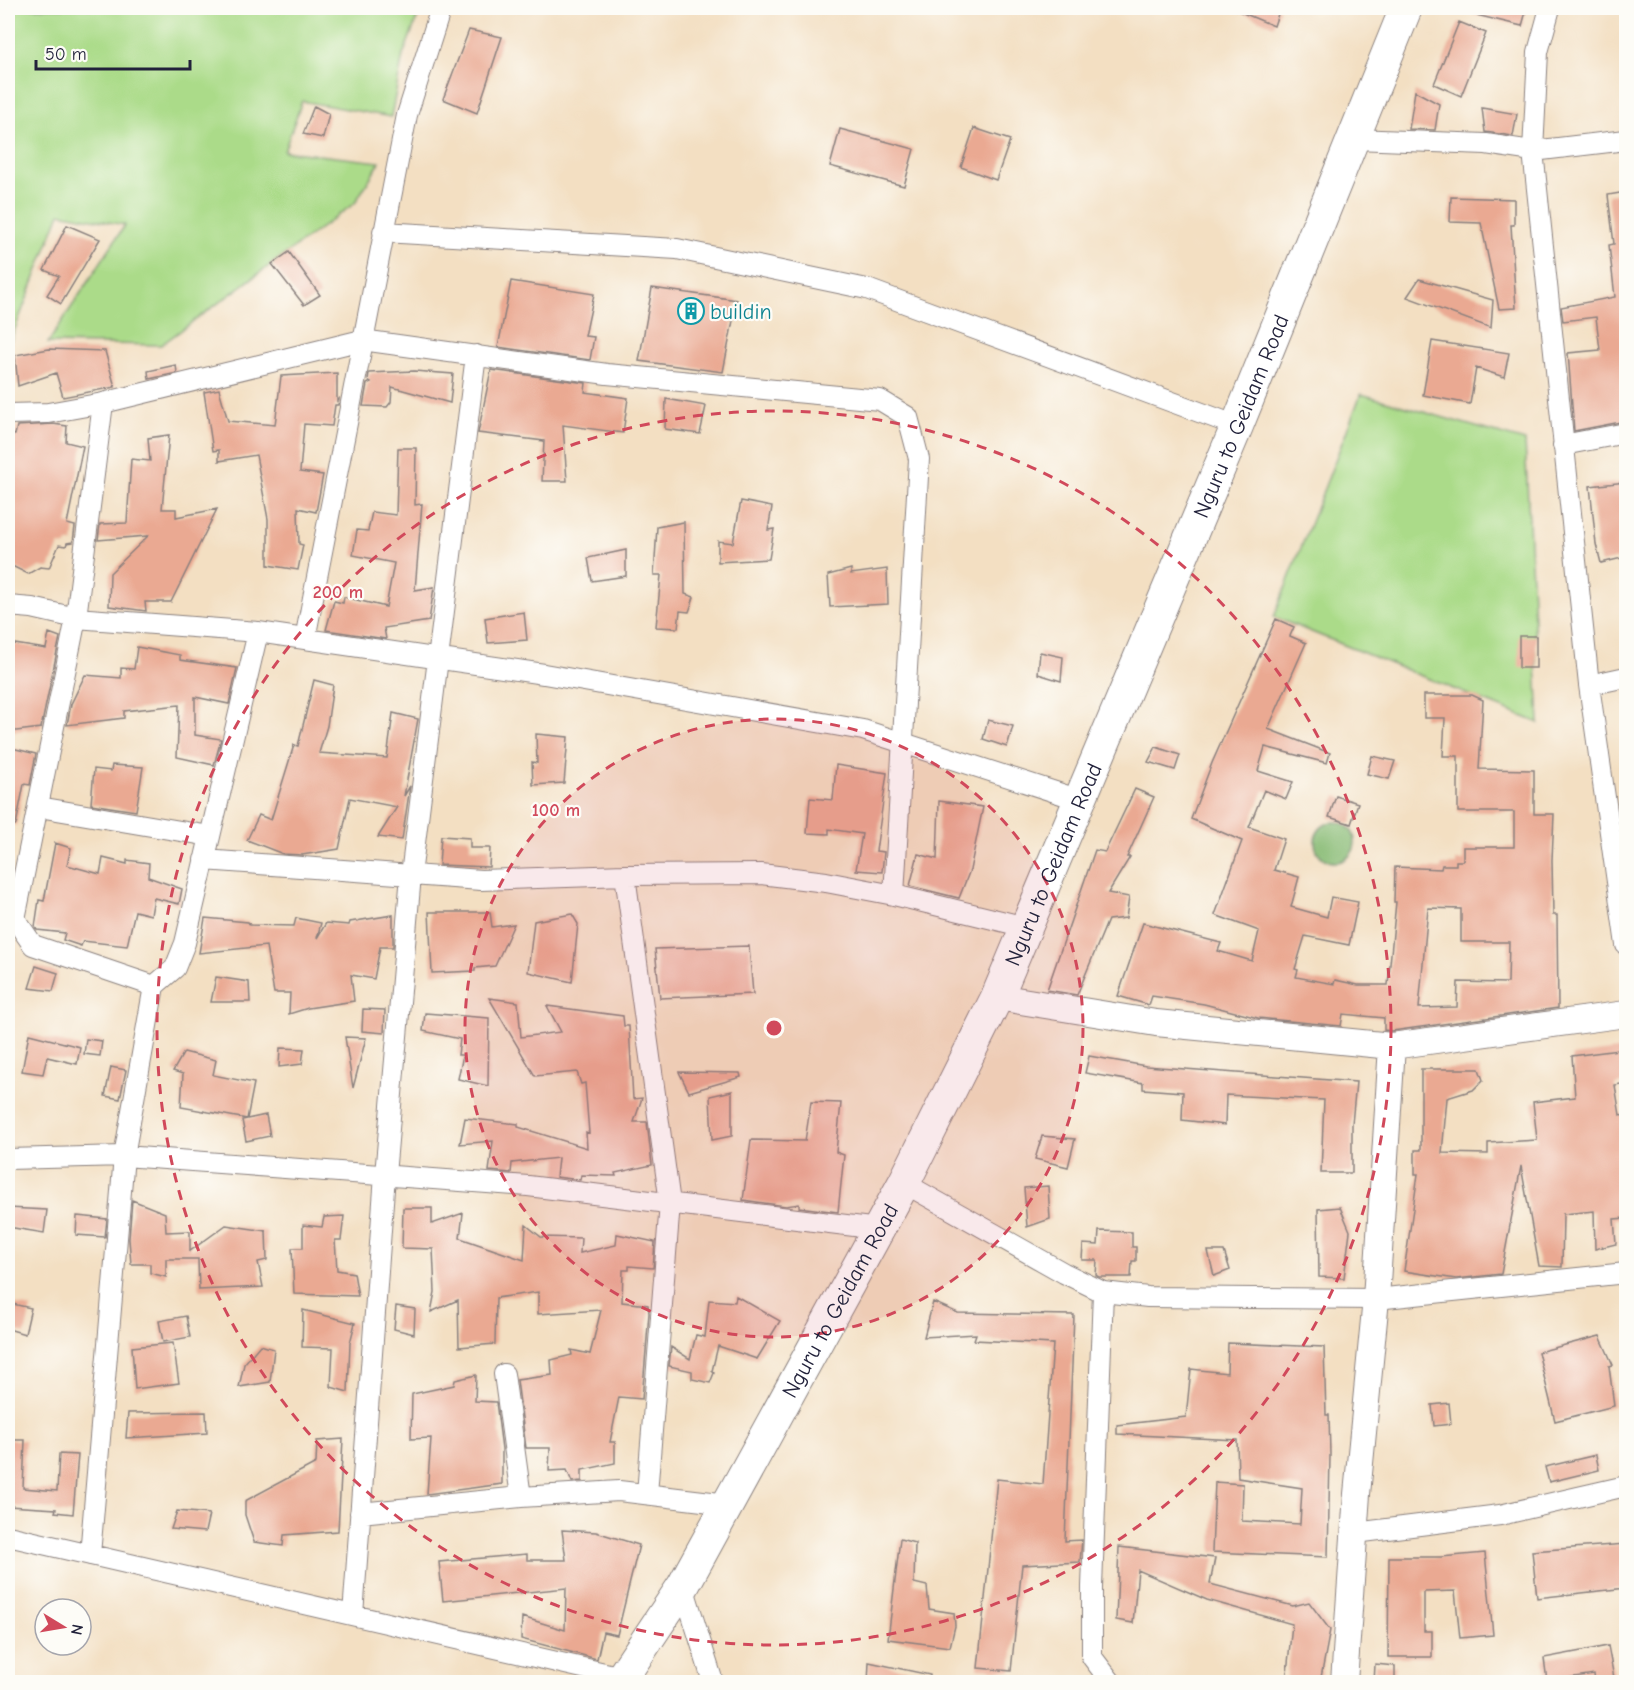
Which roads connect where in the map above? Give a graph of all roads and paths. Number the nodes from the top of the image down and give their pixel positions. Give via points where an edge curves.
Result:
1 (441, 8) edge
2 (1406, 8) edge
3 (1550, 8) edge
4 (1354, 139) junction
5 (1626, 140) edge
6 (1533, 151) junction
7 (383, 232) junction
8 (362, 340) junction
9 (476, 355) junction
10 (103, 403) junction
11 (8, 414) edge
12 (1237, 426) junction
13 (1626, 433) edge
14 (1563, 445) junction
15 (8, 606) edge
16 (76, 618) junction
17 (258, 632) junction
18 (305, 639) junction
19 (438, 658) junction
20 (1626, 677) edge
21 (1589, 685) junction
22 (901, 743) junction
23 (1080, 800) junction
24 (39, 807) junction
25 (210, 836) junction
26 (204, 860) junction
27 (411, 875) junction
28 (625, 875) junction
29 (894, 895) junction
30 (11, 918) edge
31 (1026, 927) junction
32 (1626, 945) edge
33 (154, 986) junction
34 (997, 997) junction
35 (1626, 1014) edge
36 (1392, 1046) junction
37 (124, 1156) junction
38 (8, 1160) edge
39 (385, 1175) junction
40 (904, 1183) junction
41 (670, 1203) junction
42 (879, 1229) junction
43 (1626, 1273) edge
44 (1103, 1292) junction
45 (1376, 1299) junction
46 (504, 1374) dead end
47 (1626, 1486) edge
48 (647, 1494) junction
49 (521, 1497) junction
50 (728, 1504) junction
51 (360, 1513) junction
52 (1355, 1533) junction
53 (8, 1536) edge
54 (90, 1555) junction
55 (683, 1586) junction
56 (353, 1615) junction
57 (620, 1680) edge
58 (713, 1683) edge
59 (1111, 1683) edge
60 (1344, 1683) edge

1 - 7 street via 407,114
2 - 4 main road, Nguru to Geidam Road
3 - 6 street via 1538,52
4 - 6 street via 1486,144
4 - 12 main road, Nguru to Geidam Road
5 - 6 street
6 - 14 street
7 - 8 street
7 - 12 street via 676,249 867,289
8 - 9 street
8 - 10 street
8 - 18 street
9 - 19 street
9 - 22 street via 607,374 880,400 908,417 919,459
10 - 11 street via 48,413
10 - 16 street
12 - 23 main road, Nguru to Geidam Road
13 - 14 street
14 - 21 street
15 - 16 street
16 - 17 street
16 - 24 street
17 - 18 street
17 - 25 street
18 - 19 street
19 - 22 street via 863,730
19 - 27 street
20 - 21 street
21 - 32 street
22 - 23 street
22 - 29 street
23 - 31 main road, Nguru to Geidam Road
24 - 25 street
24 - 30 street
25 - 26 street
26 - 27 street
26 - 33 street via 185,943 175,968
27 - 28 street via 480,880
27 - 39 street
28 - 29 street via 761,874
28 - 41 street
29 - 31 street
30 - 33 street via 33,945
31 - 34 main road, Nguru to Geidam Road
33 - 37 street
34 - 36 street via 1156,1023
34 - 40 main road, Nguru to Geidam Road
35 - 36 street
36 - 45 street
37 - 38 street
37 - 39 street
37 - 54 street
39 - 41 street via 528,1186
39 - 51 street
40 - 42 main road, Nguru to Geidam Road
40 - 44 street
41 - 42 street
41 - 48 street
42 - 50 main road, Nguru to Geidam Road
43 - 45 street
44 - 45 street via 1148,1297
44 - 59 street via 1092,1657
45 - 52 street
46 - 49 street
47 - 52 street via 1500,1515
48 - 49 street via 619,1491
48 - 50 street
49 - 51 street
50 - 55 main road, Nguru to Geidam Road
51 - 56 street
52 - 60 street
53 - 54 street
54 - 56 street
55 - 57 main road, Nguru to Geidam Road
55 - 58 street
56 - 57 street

--

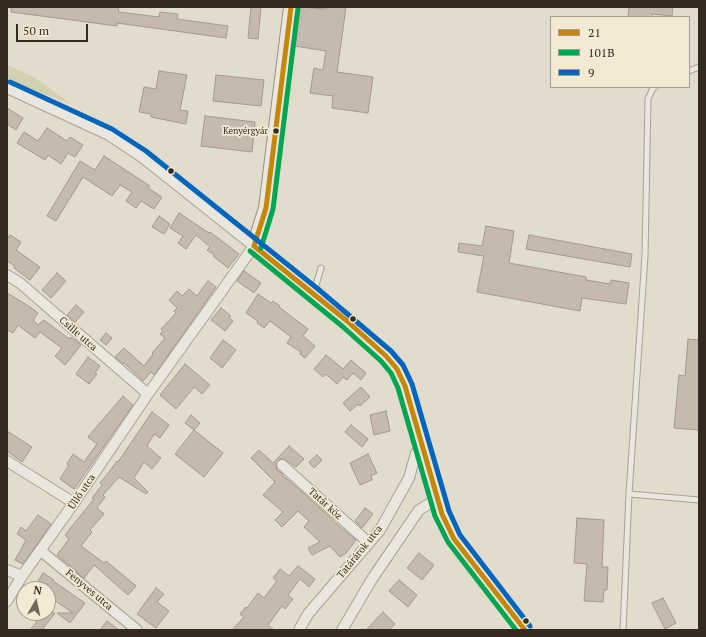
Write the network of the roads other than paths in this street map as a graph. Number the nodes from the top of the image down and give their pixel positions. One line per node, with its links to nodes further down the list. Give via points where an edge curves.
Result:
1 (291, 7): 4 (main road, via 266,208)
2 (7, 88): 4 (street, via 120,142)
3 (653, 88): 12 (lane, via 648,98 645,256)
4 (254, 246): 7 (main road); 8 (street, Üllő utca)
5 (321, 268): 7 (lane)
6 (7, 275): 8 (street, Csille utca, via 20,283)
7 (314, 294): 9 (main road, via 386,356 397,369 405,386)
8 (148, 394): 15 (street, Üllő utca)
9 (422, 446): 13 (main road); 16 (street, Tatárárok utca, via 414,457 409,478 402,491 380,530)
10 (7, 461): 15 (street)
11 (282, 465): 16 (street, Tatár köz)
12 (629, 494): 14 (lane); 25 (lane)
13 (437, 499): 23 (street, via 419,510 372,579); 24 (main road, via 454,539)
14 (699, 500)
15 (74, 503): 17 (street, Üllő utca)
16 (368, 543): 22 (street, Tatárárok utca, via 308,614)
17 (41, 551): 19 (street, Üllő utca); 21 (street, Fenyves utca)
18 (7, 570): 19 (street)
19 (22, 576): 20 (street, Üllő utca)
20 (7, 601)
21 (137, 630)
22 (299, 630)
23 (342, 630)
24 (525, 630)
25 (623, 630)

## What the task requires
Sift through the material above and copy the lines that contain the word "Number".

## Finished exercise
Which roads connect where in the map above? Give a graph of all roads and paths. Number the nodes from the top of the image down and give their pixel positions. Give via points where an edge curves.
Write the network of the roads other than paths in this street map as a graph. Number the nodes from the top of the image down and give their pixel positions. One line per node, with its links to nodes further down the list. Give via points where an edge curves.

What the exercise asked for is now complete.